In closing, there are a few other considerations when choosing an editor:
Some editors work with writers whose first language isn't English, and some may not. They may review a sample of the work, and part of what determines the fee may be the quality of the work. There are editors that specialize or work with non-native writers.
Rates of many editors may vary based on the specialty, genre, length, and quality of the writing, in addition to the kind of editing you want.
Don't select your editor solely on price. Many writers live to regret this, and they lose money and then spend more money to hire a better editor. That's why paying a small fee to get a sample can be a good investment.
Another consideration is how editors work. What software do they use? How will they communicate with you? What format do they prefer for editing? What systems do they use to edit your work and return edits to you?
Many editors also do "discovery calls" (or they may call them something similar) to see if you're a right fit for them as well, and you can request one as well. Keep in mind that the editor you work with is also looking for an appropriate project, so they'll want to ask you questions.
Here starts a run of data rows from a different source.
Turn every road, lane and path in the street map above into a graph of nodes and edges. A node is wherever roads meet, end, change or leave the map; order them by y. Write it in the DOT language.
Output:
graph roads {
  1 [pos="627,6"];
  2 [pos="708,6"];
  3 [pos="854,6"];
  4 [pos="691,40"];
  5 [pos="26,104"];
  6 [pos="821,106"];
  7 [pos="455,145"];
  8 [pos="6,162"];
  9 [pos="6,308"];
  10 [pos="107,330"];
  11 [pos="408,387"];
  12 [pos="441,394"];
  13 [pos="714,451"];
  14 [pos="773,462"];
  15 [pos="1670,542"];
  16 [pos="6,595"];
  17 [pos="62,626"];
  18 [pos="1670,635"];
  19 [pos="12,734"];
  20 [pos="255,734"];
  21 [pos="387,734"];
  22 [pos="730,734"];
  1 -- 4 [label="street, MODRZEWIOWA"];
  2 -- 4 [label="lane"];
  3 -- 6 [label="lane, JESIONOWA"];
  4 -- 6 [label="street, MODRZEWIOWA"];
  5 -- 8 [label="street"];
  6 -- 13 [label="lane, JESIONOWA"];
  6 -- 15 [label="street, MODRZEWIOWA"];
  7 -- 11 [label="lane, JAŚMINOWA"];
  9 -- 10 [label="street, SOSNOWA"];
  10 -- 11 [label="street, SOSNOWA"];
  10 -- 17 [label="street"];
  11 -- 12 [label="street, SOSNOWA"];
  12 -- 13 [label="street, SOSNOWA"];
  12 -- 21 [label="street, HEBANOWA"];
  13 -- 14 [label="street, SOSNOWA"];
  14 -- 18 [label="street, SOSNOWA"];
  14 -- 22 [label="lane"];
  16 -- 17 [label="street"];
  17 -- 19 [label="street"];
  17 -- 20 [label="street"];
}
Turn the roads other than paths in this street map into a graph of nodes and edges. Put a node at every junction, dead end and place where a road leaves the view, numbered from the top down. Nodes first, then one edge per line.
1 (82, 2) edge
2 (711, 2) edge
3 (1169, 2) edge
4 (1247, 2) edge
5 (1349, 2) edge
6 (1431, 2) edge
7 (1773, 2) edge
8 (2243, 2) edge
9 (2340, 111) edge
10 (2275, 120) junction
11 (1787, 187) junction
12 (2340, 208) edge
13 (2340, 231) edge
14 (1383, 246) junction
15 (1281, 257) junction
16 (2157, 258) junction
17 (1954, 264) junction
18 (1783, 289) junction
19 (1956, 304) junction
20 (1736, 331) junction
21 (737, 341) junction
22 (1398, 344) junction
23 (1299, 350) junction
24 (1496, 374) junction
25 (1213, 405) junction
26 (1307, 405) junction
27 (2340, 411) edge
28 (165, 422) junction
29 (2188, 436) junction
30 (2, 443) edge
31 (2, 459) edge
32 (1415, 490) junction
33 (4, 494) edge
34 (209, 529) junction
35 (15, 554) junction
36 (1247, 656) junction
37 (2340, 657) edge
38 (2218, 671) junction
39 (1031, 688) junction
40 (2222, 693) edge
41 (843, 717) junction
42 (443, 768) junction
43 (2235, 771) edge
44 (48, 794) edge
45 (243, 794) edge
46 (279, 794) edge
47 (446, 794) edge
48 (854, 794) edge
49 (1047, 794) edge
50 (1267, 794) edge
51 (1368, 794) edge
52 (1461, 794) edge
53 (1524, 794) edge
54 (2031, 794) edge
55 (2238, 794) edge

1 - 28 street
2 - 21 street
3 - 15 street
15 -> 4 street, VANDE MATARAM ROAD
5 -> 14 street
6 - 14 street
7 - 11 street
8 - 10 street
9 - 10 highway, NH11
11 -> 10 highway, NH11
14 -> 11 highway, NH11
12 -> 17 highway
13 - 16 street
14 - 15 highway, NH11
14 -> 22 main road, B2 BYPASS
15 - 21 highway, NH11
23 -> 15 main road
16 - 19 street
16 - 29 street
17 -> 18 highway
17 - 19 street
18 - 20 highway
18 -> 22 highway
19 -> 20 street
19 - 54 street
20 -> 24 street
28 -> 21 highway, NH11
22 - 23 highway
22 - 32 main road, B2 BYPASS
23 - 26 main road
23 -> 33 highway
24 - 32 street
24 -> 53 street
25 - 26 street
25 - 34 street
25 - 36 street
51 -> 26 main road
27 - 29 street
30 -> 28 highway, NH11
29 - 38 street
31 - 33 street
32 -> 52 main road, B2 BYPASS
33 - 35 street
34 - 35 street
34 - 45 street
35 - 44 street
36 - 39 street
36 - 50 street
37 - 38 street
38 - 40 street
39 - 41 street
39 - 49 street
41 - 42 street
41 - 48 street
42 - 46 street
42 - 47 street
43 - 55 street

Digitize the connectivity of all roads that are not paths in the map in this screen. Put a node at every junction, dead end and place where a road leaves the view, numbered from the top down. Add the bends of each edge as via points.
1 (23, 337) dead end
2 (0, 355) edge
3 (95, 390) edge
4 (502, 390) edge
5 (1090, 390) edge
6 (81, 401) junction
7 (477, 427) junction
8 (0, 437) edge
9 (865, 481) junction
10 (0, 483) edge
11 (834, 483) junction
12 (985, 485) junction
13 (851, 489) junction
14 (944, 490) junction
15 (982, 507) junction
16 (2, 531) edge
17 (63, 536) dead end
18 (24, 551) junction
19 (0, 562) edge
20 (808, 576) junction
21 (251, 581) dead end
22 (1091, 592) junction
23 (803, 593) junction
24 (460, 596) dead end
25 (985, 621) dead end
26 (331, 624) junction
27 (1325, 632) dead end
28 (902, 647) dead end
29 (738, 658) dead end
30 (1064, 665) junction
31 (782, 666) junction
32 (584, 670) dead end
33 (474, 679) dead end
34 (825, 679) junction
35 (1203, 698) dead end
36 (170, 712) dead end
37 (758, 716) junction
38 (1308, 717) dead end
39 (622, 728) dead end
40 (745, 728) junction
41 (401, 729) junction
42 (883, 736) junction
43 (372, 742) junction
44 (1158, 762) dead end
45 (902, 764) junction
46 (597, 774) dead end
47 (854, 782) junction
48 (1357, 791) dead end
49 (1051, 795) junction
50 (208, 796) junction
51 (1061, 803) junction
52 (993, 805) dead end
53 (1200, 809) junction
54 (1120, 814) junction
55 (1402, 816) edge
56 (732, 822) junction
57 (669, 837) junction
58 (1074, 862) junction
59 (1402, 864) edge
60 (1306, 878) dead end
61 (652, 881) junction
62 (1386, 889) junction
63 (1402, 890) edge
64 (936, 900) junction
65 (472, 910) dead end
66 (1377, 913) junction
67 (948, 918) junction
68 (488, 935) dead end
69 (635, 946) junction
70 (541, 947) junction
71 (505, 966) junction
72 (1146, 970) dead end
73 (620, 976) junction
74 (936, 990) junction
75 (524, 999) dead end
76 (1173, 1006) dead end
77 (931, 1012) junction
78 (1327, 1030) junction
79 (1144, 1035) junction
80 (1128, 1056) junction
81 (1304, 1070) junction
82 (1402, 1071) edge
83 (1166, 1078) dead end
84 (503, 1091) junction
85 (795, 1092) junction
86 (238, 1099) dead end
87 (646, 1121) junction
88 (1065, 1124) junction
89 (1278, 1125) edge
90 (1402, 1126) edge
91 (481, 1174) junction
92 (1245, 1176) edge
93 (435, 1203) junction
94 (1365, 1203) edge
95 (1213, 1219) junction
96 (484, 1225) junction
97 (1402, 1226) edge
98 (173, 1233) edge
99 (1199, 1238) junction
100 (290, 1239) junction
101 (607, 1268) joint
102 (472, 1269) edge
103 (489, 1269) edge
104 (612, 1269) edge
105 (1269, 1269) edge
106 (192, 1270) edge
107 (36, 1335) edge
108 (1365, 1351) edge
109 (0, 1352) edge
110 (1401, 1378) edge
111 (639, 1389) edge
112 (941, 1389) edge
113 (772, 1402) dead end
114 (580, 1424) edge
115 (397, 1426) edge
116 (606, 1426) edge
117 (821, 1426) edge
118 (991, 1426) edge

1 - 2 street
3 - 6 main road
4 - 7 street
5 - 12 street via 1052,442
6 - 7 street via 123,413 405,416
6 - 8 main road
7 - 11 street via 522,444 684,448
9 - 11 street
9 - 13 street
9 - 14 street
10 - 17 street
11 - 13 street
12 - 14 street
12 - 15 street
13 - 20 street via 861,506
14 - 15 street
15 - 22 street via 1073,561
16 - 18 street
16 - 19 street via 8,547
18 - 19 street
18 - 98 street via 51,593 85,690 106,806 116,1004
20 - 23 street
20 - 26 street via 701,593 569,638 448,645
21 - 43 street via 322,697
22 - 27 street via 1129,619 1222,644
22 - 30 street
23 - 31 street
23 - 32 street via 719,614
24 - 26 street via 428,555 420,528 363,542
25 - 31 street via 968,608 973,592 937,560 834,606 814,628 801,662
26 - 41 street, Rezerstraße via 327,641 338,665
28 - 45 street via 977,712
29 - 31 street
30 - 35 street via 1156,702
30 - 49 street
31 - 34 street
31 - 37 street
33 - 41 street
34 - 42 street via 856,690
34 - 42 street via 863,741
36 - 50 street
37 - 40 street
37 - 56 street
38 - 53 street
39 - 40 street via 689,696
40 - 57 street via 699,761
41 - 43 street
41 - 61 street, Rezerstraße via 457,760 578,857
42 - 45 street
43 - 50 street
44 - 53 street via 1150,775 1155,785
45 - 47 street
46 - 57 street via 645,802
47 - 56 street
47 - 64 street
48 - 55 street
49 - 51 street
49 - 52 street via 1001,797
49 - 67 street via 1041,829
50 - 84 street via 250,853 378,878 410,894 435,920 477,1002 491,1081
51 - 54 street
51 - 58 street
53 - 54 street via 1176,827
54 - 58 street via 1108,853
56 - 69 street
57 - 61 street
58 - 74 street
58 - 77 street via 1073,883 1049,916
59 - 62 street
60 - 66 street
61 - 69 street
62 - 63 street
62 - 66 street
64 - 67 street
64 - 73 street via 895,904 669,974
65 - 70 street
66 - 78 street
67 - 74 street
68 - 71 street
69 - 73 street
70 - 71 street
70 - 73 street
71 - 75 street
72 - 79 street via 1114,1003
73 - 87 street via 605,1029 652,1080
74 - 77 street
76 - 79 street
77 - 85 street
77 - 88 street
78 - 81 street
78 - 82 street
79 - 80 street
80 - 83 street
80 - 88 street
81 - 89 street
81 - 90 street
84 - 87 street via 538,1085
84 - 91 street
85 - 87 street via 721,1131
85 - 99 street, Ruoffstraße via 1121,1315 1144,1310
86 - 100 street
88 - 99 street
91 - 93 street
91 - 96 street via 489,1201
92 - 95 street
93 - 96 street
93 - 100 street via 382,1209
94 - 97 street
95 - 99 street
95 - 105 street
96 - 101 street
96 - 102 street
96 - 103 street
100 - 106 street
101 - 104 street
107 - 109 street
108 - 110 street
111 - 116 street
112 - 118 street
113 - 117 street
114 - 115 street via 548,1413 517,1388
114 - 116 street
Another way you can test an editor to see if they're a good fit is getting a general overview or idea of your book's overall concept. Many editors will also do this for a customized and lesser fee than a whole edit. Even if you don't go with an editor that does this, you can get a helpful second opinion about your book's message, organization, and key ideas. They may charge a flat fee for such a service.
As you can see, there are numerous considerations that go into finding the editor that's right for you. It may seem like a daunting task, but asking the right questions, doing the right research, and getting sample edits can save time, money, and heartache in the long run, so it pays to follow some steps to find the right editor.